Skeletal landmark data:
::::

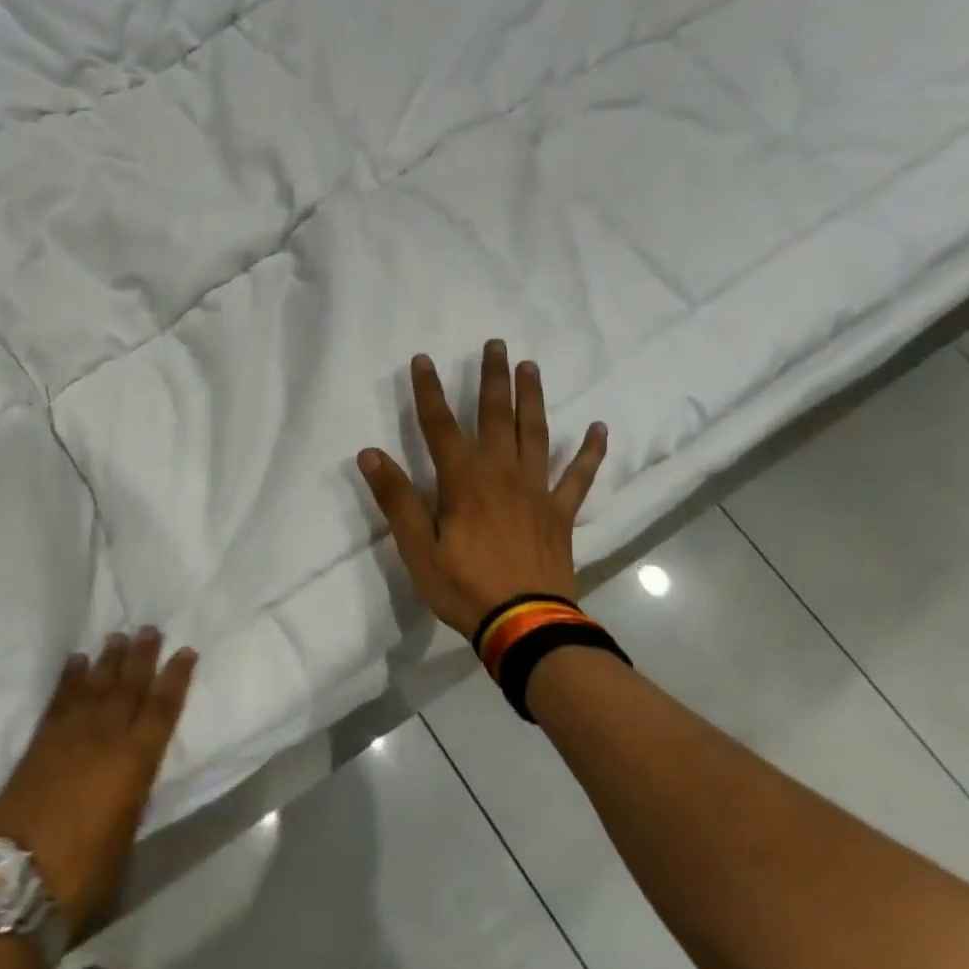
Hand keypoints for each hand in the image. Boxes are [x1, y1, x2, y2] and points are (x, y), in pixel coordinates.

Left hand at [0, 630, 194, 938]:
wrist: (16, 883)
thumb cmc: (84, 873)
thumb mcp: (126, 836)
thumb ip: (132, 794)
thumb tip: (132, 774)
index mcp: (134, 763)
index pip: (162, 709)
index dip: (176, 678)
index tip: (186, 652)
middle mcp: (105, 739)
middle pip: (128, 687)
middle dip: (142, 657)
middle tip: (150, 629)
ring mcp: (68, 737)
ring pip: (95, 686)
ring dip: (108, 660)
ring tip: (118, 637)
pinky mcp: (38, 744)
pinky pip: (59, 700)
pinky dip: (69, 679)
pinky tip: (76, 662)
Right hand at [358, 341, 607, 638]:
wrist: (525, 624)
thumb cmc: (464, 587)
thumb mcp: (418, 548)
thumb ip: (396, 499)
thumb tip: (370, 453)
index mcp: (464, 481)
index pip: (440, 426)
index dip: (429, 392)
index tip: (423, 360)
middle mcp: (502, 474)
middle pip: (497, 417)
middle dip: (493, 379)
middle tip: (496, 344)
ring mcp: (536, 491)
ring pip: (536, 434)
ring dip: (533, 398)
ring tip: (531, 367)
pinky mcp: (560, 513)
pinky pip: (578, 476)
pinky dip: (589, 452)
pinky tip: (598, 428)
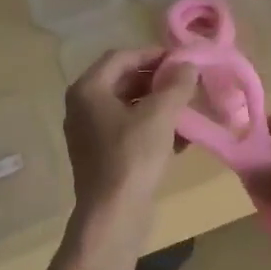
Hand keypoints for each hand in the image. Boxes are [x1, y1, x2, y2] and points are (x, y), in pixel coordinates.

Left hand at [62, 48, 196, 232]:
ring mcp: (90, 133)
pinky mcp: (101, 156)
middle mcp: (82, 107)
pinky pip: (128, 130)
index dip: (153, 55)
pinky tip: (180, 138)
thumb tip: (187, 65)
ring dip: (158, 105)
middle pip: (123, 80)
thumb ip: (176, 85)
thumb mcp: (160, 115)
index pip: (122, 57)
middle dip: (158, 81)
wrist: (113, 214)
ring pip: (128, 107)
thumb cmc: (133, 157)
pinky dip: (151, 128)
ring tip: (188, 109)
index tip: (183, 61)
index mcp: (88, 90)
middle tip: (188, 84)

::::

■ ACTIVITY
Print each entry exactly, leaving pictures out.

■ EXERCISE OUTPUT
Hand keypoints for each hand in the image. Boxes are [x1, y1, x2, y2] and points are (x, y), in pixel coordinates.

Left hand at [0, 630, 194, 938]:
wrist: (16, 883)
thumb cmc: (84, 873)
thumb mcp: (126, 836)
thumb ip: (132, 794)
thumb tip: (132, 774)
index mcp: (134, 763)
index pip: (162, 709)
index dip: (176, 678)
index tip: (186, 652)
middle mcp: (105, 739)
middle pip: (128, 687)
middle dip: (142, 657)
middle tip: (150, 629)
ring mcp: (68, 737)
ring pip: (95, 686)
ring dip: (108, 660)
ring tip: (118, 637)
pinky mcp: (38, 744)
pinky pip: (59, 700)
pinky dip: (69, 679)
pinky tip: (76, 662)
Right hand at [358, 341, 607, 638]:
wrist: (525, 624)
thumb cmc: (464, 587)
thumb mcp: (418, 548)
thumb ip: (396, 499)
thumb tip: (370, 453)
index mcp: (464, 481)
index pip: (440, 426)
index dip: (429, 392)
index tip: (423, 360)
middle mcp: (502, 474)
middle pip: (497, 417)
middle dip: (493, 379)
middle tip: (496, 344)
ring mcp: (536, 491)
ring pip: (536, 434)
ring dip: (533, 398)
ring tip: (531, 367)
pinky mcp: (560, 513)
pinky pip: (578, 476)
pinky dip: (589, 452)
pinky tip: (598, 428)
Hand keypoints for each hand in the image. Boxes are [x1, y1, x2, y2] and points are (x, y), in pixel coordinates.

Left hand at [62, 48, 196, 232]:
ring mcp: (90, 133)
pinky mcp: (101, 156)
middle mcp: (82, 107)
pinky pip: (128, 130)
index dip: (153, 55)
pinky tip: (180, 138)
thumb tip: (187, 65)
ring dip: (158, 105)
middle pip: (123, 80)
thumb ip: (176, 85)
thumb mcp: (160, 115)
index pip: (122, 57)
middle dip: (158, 81)
wrist: (113, 214)
ring pip: (128, 107)
thumb cmc: (133, 157)
pinky dip: (151, 128)
ring tip: (188, 109)
index tip: (183, 61)
index mcp: (88, 90)
middle tip: (188, 84)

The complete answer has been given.